**Task goal:** Read the records below. Copy each line where the string "Adlepha" occurs.

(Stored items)
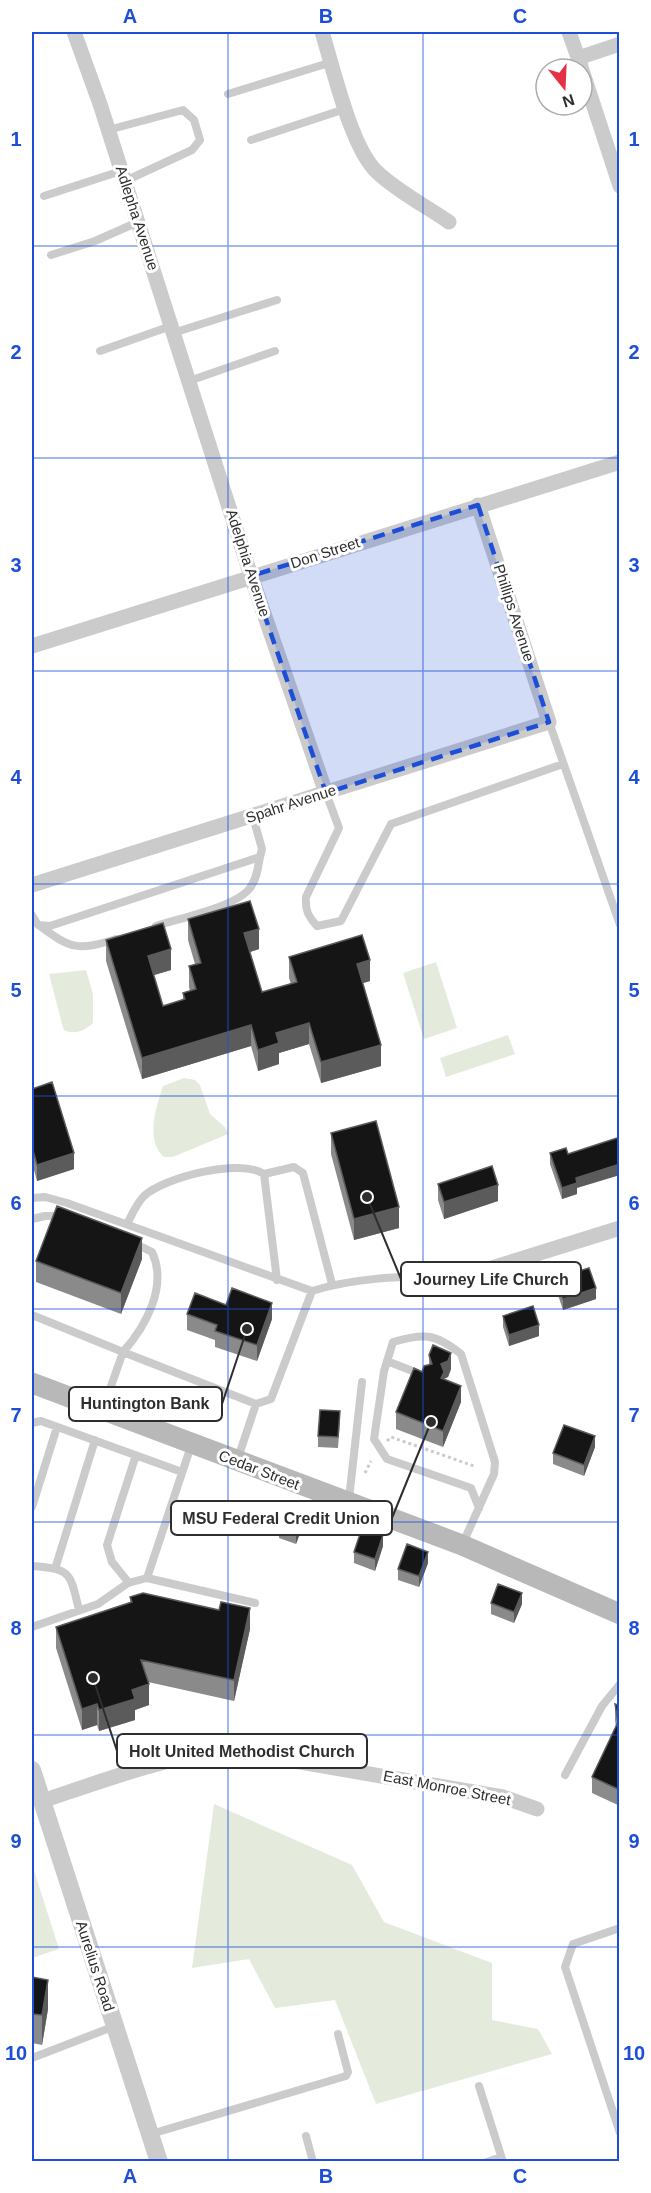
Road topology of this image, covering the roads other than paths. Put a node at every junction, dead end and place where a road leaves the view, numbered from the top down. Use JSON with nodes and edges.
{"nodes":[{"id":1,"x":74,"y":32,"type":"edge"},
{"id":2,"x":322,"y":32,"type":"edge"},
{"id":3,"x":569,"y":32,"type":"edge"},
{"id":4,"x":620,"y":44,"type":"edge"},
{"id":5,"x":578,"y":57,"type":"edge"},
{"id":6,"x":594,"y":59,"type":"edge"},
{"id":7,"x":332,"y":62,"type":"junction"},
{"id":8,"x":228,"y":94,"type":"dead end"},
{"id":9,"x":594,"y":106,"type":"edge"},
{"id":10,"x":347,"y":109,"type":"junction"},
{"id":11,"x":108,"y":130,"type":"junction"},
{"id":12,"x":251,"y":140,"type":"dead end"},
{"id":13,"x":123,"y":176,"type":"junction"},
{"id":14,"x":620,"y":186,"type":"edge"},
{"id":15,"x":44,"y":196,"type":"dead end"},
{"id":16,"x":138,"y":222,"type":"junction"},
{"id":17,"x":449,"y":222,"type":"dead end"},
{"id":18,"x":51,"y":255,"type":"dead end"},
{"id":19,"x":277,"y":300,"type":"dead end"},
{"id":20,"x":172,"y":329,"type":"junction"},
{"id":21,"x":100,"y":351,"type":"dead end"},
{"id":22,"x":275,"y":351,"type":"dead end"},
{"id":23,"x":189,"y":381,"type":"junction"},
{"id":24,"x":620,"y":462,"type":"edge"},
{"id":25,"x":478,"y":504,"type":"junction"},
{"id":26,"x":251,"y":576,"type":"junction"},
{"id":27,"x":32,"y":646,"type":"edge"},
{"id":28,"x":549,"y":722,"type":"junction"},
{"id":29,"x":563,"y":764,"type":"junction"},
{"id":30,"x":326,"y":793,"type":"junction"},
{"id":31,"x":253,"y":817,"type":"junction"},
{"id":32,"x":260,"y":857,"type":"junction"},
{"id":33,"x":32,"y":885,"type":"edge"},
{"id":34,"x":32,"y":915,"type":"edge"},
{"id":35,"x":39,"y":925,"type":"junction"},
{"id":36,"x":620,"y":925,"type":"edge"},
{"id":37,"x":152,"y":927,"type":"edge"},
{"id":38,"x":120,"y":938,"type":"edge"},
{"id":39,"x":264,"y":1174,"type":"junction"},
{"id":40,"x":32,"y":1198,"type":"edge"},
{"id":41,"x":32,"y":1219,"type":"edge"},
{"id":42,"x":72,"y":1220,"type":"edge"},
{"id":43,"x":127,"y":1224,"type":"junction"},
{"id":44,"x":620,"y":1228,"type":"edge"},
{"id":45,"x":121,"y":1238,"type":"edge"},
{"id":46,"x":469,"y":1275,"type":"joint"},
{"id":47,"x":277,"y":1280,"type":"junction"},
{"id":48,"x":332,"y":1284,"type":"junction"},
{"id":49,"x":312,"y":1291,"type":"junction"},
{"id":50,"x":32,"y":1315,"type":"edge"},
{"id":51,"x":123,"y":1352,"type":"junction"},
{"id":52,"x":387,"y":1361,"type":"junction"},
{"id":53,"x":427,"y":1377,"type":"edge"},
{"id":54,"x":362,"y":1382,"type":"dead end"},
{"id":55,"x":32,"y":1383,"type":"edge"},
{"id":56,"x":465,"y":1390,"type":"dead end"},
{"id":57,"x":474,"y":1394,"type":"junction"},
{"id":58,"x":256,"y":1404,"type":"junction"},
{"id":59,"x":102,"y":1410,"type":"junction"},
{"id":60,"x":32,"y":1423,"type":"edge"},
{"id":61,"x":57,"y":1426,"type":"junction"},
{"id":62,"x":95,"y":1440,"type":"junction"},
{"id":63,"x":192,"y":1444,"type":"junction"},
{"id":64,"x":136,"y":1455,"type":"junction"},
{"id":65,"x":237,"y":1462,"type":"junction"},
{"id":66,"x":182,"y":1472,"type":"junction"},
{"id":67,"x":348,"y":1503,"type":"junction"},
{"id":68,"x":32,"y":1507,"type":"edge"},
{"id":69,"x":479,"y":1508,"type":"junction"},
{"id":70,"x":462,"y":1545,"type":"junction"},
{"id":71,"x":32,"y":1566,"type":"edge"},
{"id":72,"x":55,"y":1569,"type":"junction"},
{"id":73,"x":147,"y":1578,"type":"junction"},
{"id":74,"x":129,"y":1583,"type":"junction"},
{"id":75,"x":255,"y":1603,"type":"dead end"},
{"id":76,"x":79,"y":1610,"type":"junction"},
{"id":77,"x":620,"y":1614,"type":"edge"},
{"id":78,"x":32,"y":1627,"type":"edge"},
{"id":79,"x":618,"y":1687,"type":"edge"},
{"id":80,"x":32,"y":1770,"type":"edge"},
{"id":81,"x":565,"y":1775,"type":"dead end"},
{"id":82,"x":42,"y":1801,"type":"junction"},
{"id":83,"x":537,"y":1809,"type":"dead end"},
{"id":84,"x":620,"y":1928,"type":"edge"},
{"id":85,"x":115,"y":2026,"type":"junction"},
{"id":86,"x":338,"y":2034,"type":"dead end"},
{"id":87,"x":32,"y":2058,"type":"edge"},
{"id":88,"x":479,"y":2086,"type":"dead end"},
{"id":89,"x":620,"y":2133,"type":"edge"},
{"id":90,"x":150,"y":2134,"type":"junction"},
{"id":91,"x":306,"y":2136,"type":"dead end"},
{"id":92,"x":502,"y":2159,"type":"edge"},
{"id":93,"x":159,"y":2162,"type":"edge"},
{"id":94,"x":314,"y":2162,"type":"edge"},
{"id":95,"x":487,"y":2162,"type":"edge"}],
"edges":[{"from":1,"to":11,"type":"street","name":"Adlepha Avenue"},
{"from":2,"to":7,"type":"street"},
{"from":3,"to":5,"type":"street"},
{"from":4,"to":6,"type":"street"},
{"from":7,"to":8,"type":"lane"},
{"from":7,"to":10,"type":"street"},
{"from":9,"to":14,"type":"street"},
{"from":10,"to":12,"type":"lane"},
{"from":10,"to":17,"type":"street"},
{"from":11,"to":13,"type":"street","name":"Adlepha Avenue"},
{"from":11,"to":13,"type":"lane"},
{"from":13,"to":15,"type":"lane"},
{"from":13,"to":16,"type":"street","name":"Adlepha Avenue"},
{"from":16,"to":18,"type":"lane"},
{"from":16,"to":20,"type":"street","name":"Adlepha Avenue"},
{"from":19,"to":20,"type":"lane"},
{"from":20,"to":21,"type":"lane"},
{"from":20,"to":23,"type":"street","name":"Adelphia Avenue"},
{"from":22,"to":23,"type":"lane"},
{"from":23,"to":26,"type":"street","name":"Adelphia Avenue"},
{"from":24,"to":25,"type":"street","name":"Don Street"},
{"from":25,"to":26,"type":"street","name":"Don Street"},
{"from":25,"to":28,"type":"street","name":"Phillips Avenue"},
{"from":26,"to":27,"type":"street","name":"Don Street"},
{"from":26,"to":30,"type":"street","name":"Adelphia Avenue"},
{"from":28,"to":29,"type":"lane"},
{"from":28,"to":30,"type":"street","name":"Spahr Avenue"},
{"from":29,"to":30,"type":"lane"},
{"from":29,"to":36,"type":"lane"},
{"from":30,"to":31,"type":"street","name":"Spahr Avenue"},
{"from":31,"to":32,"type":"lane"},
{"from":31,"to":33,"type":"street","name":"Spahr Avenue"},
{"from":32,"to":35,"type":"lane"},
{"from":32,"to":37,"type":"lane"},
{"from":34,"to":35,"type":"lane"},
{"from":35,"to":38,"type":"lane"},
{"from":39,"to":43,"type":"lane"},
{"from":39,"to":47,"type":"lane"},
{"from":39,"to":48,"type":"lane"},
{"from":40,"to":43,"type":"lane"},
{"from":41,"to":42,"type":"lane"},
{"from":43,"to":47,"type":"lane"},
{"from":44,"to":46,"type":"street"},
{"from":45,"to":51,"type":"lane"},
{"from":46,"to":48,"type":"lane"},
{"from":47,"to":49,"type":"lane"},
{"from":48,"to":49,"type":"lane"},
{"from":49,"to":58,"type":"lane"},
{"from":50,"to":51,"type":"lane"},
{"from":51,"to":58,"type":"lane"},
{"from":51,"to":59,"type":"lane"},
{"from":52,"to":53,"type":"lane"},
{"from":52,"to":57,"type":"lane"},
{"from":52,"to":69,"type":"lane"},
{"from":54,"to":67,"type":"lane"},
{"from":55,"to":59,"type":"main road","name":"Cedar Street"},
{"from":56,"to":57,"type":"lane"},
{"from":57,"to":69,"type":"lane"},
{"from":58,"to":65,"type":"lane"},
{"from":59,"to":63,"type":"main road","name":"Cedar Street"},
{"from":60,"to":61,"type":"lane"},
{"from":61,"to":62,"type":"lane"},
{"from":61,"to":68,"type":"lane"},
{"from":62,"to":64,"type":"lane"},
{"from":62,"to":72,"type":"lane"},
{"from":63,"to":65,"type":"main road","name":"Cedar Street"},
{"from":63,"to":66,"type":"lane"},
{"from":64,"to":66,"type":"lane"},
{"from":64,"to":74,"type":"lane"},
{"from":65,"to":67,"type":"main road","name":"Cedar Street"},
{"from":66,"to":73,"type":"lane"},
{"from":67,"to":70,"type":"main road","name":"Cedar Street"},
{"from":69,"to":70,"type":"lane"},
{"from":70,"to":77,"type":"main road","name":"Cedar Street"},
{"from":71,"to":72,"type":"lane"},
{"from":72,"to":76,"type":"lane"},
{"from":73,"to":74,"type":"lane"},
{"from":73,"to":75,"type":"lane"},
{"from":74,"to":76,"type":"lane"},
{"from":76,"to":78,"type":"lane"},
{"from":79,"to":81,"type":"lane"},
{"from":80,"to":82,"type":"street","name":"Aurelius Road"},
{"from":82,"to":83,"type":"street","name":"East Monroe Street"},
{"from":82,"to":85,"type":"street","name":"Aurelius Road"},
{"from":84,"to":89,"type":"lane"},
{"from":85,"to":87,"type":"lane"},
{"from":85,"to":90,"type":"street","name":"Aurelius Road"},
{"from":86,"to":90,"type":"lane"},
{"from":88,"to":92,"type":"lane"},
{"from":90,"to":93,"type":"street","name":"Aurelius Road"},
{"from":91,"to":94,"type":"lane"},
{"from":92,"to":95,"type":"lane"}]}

**Answer to this problem:**
"edges":[{"from":1,"to":11,"type":"street","name":"Adlepha Avenue"},
{"from":11,"to":13,"type":"street","name":"Adlepha Avenue"},
{"from":13,"to":16,"type":"street","name":"Adlepha Avenue"},
{"from":16,"to":20,"type":"street","name":"Adlepha Avenue"},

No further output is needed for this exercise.